Düsseldorf: Asylbewerber können bis zu zwei Jahre in Landesunterkunft bleiben

NRW-Landtag stimmt für umstrittene Flüchtlingspraxis : Asylbewerber können bis zu zwei Jahre in Landesunterkunft bleiben

Mit einer neuen, umstrittenen Zuweisungspraxis für Flüchtlinge sollen die nordrhein-westfälischen Kommunen bei Asylverfahren entlastet werden. Außerdem wurden die Regeln für die Abschiebehaft in der Abschiebehaftanstalt Büren verschärft.

Asylbewerber mit geringer Bleibeperspektive können künftig bis zu 24 Monate in den Landeseinrichtungen untergebracht werden. Das beschloss der Landtag am Mittwoch mit den Stimmen von CDU und FDP sowie der AfD. Bislang lag die Höchstdauer bei sechs Monaten. Ziel der Novelle ist es, den Kommunen möglichst nur noch anerkannte Flüchtlinge oder Personen mit guter Bleibeperspektive zuzuweisen. Nicht Schutzberechtigte sollen künftig möglichst bereits aus den Landesunterkünften in ihre Heimatländer zurückgeschickt werden.

Flüchtlingsminister Joachim Stamp (FDP) stellte klar, dass die zwei Jahre Maximalaufenthalt nur für Personen gelten, die einen ungültigen oder unbegründeten Asylantrag gestellt hätten. Asylbewerber mit offenem Verfahren und unwahrscheinlicher Bleibeperspektive dürften nur bis zu zwölf Monate in den Landesunterkünften untergebracht werden. Familien würden in der Regel nach vier bis sechs Monaten in die Kommunen überwiesen. Es werde zudem daran gearbeitet, dass Kinder einen „Basis-Unterricht“ in den Einrichtungen bekämen und dass es einen strukturierten Ablauf gebe. „Es kann keine Rede von Lagern sein“, sagte Stamp.
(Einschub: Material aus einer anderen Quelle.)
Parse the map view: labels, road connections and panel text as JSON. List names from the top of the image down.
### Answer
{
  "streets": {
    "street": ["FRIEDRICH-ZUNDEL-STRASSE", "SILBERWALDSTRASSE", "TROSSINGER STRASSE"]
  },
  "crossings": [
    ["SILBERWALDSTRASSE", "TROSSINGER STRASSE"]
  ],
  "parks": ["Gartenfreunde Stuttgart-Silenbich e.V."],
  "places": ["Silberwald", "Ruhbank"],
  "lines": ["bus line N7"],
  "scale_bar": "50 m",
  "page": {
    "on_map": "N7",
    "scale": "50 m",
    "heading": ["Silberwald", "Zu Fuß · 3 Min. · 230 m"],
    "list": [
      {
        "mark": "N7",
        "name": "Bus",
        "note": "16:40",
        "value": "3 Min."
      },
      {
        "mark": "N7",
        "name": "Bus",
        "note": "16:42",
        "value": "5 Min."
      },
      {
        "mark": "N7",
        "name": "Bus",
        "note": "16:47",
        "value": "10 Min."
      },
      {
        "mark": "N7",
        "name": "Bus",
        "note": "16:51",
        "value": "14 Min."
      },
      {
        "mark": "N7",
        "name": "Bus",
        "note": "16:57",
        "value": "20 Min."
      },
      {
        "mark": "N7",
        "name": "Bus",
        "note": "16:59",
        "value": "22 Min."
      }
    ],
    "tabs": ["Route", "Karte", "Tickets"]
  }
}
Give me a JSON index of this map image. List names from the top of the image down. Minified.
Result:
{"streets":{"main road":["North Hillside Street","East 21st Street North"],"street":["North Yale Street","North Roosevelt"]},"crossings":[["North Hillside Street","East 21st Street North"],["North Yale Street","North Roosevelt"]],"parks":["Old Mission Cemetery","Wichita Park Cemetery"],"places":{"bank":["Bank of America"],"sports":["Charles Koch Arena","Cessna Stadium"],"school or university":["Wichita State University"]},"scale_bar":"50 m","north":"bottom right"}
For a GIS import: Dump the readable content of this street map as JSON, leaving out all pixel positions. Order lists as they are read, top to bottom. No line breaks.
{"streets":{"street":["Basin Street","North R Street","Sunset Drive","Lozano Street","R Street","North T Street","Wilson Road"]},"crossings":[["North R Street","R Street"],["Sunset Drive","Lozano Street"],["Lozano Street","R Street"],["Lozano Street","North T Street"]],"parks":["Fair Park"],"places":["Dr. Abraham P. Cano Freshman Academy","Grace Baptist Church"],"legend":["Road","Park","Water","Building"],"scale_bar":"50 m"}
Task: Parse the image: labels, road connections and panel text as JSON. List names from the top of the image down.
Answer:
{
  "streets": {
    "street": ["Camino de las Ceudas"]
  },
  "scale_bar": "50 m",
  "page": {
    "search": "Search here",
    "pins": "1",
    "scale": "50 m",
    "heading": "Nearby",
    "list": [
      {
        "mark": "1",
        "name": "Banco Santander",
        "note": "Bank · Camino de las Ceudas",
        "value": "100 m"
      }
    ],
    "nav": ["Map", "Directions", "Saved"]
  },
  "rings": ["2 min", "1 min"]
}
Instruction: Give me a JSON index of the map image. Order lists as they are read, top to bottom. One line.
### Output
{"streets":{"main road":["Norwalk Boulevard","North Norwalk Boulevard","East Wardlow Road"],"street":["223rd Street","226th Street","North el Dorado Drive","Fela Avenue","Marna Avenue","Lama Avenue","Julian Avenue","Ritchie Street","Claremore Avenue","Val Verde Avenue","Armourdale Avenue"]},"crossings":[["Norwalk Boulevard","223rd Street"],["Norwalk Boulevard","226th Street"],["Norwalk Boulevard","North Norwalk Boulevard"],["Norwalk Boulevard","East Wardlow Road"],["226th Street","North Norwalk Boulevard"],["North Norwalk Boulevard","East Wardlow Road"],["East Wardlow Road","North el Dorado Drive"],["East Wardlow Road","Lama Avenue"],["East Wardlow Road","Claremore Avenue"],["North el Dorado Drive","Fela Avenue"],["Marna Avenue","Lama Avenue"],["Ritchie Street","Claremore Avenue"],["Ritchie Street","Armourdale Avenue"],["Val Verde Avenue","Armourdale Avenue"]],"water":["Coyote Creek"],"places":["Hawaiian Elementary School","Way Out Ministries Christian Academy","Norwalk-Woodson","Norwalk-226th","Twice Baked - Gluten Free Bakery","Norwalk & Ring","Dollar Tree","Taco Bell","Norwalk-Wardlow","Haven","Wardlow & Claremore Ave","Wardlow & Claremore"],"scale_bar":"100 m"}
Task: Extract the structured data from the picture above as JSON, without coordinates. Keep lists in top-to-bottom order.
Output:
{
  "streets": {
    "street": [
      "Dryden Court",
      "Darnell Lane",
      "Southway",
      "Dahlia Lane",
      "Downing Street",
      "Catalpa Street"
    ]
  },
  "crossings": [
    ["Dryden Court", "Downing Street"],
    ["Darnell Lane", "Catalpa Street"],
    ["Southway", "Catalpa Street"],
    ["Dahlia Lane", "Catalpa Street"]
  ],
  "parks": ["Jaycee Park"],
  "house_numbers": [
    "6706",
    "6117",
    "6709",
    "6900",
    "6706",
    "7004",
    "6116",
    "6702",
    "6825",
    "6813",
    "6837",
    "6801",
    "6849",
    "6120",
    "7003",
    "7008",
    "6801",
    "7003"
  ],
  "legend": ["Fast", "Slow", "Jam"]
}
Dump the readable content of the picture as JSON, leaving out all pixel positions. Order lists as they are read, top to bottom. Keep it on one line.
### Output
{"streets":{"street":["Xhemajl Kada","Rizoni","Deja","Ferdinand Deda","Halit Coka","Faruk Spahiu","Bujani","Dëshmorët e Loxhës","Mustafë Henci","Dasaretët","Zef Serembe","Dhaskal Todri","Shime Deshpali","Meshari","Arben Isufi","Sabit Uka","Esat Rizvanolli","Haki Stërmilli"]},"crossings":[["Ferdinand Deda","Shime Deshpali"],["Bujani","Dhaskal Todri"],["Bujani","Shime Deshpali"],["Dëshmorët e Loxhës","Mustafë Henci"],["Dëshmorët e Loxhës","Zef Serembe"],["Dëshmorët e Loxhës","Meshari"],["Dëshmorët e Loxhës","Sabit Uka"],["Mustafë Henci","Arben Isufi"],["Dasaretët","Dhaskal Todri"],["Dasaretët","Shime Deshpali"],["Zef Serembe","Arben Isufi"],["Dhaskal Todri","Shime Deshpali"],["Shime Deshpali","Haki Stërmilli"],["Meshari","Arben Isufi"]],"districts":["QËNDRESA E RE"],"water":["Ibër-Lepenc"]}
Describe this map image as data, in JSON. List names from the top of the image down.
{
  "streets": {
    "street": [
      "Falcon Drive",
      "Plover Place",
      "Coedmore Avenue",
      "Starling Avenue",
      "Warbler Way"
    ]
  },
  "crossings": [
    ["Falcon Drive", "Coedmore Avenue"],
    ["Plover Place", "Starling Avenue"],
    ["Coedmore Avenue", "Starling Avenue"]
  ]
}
Wohlfahrtsverbände und Flüchtlingsinitiativen hatten vor „Abschiebelagern“ gewarnt, in denen Asylbewerber ghettoisiert würden. Die SPD kritisierte, dass die Kommunen nur kurzfristig entlastet würden. Die Folgekosten seien aber erheblich. Die neue Praxis sei eine „Gefahr für Gesellschaft und Integration“, sagte der SPD-Abgeordnete Ibrahim Yetim.

Der Landtag verschärfte außerdem die Regeln für die Abschiebehaft in der bundesweit größten Abschiebehaftanstalt Büren bei Paderborn. Die Regierungsfraktionen von CDU und FDP sowie der AfD stimmten zu. Die Koalition will mit Sanktionen für Gefährder und notorische Störer die Sicherheit erhöhen. Unter anderem kann die Ruhezeit in der Abschiebehaft auf bis zu 16 Stunden täglich ausgedehnt werden.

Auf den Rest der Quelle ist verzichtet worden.